[Stored data]

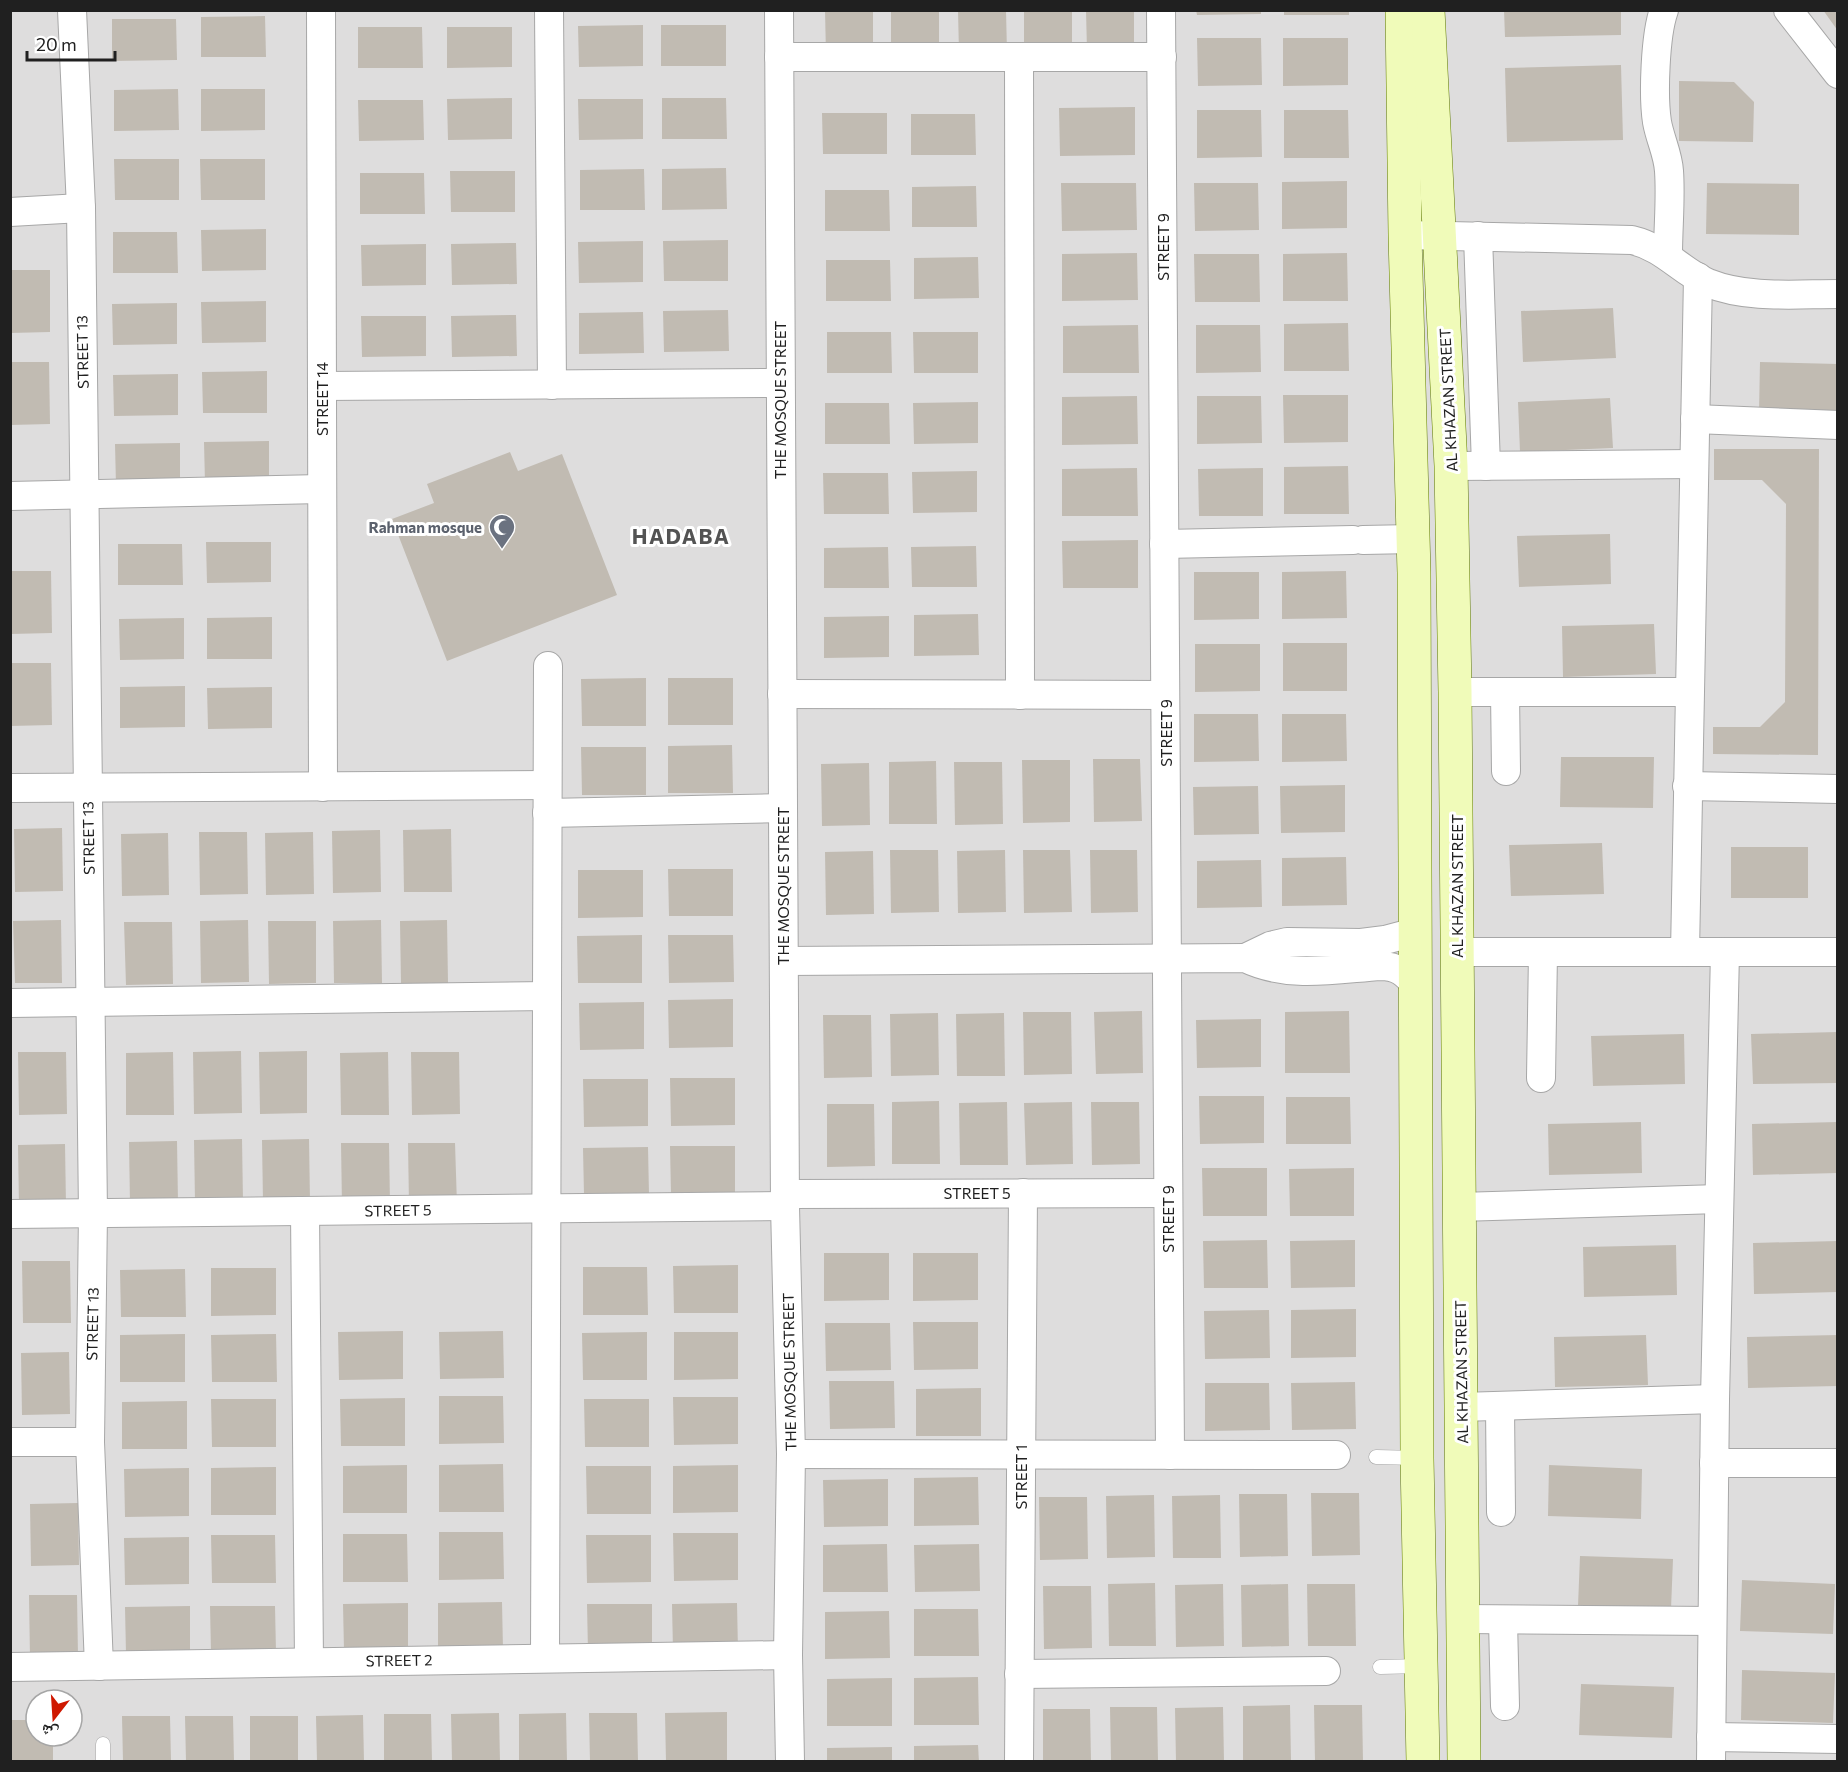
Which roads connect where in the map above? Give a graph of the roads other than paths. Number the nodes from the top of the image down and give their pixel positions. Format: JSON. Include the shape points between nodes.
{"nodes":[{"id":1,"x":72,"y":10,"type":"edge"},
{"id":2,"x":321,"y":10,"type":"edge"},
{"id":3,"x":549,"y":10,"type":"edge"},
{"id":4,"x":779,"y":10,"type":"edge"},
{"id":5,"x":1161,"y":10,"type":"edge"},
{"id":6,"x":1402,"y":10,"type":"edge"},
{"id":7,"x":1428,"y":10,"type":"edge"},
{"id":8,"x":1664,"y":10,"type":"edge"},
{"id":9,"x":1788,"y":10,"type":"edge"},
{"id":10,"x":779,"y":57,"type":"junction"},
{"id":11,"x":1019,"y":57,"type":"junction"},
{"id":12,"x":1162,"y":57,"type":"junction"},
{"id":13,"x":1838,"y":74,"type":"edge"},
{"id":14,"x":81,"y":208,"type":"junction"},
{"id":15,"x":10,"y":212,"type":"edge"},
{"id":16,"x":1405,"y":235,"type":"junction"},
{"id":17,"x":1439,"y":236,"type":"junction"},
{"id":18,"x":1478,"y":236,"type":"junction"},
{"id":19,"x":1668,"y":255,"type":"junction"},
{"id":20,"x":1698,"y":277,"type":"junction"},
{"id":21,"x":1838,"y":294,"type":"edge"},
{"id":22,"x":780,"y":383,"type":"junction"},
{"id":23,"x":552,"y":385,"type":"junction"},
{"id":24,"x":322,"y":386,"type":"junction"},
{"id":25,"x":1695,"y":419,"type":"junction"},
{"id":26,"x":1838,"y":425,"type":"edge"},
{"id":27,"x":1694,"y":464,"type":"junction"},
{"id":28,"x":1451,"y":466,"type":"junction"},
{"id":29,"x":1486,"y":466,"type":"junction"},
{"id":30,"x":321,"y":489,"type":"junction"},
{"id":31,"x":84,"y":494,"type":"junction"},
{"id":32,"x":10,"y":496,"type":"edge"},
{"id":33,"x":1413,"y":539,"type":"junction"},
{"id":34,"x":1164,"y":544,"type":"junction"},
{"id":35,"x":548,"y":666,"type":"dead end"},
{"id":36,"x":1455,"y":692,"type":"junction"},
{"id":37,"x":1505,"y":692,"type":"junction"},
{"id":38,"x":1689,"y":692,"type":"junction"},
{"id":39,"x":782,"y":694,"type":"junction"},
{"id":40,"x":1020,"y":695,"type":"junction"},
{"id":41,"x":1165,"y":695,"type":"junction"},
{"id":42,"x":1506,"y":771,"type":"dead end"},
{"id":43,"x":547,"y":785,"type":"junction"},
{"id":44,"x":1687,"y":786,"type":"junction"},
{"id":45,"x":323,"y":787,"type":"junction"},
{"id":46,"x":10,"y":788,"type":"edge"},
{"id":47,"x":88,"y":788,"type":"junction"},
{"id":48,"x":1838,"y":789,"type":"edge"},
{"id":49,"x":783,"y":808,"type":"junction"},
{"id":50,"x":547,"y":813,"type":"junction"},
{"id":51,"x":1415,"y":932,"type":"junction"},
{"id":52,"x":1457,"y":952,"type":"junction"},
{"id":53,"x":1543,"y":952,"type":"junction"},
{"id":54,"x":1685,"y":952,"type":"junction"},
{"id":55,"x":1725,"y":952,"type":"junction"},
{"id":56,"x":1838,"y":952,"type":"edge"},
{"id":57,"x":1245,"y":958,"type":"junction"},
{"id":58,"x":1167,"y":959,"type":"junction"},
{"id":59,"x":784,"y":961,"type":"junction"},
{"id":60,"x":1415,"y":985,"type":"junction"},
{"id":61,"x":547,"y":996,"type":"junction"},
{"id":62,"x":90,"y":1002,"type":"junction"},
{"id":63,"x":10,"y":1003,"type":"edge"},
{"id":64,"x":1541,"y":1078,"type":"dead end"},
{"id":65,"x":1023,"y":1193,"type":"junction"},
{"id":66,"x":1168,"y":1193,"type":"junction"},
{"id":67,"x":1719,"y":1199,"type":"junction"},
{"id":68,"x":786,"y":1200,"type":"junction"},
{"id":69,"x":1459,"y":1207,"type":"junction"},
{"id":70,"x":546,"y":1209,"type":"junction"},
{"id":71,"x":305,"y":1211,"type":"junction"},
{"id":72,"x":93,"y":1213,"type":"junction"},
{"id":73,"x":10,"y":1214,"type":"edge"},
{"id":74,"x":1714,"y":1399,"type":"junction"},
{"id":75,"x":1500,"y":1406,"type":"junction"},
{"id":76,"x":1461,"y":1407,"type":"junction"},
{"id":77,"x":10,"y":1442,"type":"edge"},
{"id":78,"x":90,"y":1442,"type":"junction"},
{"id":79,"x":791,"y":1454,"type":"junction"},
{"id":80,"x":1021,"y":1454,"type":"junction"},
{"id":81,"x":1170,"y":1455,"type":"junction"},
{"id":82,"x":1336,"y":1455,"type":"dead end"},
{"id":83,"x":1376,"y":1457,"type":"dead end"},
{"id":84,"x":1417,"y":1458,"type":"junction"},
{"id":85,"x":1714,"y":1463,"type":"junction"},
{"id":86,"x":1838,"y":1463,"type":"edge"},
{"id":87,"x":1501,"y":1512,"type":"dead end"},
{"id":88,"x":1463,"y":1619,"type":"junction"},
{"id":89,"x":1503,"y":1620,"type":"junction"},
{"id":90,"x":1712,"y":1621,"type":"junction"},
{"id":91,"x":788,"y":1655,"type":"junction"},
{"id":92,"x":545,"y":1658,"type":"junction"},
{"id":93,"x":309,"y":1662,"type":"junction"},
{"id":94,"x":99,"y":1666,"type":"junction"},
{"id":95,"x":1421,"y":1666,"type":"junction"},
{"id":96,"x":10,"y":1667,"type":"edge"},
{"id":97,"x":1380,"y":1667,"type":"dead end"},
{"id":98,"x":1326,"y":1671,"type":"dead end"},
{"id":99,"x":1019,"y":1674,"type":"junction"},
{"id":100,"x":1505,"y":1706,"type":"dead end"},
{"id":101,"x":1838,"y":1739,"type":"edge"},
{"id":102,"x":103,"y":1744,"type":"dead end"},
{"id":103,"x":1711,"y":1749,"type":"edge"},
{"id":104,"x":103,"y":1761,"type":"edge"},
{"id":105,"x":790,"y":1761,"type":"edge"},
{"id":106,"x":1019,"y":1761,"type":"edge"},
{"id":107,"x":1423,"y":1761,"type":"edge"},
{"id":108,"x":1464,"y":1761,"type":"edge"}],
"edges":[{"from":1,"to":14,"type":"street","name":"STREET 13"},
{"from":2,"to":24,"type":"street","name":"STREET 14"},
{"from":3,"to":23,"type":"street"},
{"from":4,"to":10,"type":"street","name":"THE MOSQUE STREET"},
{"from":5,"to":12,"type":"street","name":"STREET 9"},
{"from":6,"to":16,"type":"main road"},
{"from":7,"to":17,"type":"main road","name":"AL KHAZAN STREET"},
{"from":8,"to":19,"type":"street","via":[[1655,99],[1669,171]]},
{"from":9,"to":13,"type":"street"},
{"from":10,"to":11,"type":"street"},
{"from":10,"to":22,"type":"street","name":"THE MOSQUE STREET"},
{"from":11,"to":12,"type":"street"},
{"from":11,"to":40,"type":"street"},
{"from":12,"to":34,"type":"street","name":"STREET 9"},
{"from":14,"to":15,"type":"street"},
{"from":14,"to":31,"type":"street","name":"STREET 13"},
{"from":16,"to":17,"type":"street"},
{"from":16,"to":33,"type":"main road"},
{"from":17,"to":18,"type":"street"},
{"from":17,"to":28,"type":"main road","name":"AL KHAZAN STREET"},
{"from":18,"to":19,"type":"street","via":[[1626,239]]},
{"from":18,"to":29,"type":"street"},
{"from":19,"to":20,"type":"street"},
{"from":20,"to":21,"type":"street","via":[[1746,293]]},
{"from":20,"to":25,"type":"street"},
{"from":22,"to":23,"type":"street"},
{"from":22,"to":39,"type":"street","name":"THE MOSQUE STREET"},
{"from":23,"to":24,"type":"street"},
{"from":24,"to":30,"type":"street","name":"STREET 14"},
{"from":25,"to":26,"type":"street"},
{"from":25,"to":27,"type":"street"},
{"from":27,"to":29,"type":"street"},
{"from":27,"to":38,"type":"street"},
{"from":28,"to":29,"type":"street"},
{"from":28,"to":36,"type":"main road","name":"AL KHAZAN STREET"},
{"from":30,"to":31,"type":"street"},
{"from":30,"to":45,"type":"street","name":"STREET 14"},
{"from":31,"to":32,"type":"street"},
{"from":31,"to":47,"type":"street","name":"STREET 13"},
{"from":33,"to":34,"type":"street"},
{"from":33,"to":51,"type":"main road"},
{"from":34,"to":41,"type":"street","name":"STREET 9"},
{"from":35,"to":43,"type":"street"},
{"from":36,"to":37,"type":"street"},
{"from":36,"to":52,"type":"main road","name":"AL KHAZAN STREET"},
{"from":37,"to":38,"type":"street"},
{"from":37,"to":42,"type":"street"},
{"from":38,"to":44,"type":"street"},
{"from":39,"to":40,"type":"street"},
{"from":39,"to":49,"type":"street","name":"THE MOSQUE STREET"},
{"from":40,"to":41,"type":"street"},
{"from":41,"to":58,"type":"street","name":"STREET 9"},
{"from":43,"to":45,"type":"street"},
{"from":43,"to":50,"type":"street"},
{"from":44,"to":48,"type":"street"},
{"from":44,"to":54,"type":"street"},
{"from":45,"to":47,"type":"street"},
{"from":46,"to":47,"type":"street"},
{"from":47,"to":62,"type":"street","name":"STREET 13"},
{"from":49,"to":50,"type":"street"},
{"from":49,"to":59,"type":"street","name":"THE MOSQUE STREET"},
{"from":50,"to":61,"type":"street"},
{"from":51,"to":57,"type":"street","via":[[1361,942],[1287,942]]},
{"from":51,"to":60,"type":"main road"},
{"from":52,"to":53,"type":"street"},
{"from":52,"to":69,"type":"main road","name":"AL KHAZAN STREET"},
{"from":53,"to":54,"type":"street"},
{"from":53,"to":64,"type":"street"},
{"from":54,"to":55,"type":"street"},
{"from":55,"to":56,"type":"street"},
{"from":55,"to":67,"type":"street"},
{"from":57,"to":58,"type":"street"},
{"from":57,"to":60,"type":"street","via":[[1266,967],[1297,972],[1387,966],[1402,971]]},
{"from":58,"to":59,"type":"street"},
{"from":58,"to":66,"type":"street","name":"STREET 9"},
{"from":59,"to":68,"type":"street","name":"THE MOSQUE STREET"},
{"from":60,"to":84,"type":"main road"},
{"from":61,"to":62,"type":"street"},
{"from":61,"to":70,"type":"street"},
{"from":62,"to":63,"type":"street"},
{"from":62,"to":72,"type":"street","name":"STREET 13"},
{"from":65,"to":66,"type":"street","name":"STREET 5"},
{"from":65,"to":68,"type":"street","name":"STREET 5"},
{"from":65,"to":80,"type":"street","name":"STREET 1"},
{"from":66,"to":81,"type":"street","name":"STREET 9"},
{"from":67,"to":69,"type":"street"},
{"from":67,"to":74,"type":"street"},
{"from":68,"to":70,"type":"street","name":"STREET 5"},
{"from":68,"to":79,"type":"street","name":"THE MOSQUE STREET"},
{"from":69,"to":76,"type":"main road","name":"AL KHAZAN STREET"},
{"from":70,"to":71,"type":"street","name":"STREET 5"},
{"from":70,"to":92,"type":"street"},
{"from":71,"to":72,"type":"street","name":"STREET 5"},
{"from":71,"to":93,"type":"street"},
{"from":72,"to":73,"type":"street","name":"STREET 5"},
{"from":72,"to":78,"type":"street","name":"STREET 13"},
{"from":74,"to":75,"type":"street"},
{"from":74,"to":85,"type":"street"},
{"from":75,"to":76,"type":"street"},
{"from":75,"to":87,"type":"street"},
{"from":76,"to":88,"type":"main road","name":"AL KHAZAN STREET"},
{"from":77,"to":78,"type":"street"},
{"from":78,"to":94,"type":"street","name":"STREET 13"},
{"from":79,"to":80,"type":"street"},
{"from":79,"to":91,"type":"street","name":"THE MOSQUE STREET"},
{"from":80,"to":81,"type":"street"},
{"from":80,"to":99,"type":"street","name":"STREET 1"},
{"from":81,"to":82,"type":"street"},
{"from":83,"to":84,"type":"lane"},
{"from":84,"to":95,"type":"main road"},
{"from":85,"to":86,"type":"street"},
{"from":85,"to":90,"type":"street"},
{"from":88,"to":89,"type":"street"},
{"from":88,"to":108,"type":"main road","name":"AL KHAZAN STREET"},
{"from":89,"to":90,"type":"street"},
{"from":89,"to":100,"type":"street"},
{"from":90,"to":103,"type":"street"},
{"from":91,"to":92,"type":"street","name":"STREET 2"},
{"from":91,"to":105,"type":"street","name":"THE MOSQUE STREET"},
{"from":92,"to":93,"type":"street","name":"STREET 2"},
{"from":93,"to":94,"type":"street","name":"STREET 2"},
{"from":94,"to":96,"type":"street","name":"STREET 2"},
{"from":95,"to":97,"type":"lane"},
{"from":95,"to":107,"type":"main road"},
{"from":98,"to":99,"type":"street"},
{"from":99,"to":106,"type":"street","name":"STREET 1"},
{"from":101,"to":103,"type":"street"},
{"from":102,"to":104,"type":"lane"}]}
---
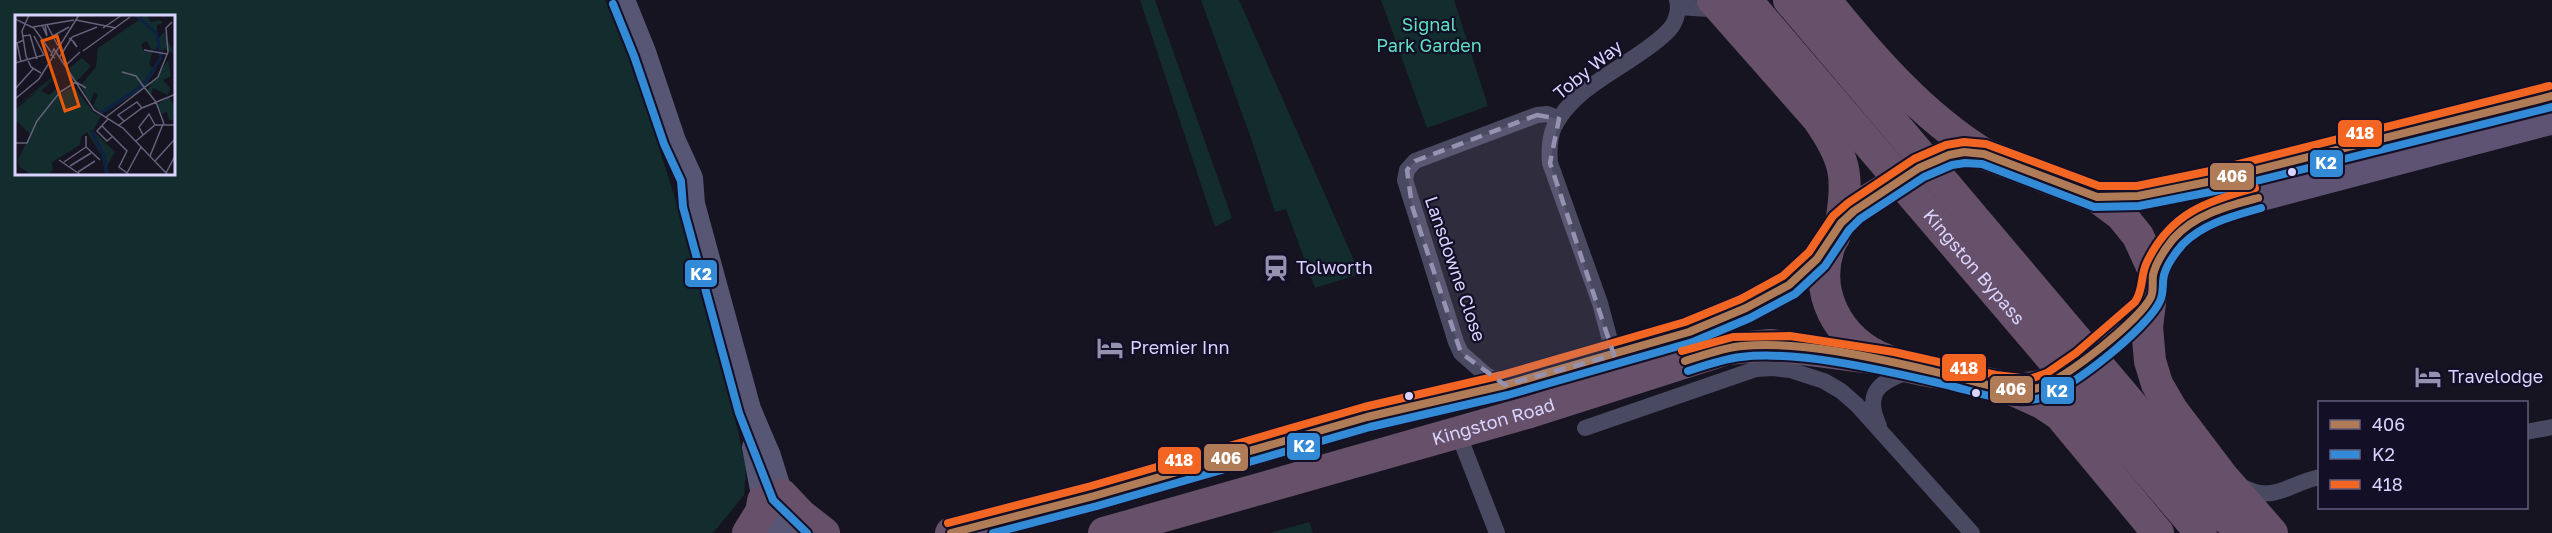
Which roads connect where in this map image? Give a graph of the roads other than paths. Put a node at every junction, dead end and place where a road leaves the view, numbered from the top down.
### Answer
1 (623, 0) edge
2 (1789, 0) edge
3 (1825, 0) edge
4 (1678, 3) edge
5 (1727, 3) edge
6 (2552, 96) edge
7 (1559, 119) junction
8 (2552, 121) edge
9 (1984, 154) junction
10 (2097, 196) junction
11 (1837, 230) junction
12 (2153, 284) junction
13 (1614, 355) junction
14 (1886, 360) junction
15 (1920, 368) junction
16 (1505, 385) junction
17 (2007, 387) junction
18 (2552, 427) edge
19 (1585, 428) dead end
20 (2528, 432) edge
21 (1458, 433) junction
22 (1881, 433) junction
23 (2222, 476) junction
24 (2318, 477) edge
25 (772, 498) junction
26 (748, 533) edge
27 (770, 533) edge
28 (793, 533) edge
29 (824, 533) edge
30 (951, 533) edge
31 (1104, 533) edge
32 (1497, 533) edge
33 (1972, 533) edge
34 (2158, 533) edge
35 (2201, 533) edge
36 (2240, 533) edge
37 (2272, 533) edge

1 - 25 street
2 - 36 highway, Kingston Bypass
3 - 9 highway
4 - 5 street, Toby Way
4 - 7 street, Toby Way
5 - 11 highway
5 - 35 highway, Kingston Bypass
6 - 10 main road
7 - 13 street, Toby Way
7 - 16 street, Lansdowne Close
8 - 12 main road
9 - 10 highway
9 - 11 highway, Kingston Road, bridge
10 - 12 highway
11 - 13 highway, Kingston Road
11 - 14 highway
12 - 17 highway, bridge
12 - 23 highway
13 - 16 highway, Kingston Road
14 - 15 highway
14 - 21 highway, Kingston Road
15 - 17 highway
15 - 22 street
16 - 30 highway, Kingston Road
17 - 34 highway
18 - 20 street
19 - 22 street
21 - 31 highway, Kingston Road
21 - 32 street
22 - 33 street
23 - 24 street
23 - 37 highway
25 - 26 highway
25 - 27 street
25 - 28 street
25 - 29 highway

Task description
Copy out every line of the records that the string "than" appears in.

Answer to this exercise
Which roads connect where in the map above? Give a graph of the roads other than paths. Number the nodes from the top of the image down and give their pixel positions. Format: JSON. Include the shape points between nodes.
Which roads connect where in this map image? Give a graph of the roads other than paths. Put a node at every junction, dead end and place where a road leaves the view, numbered from the top down.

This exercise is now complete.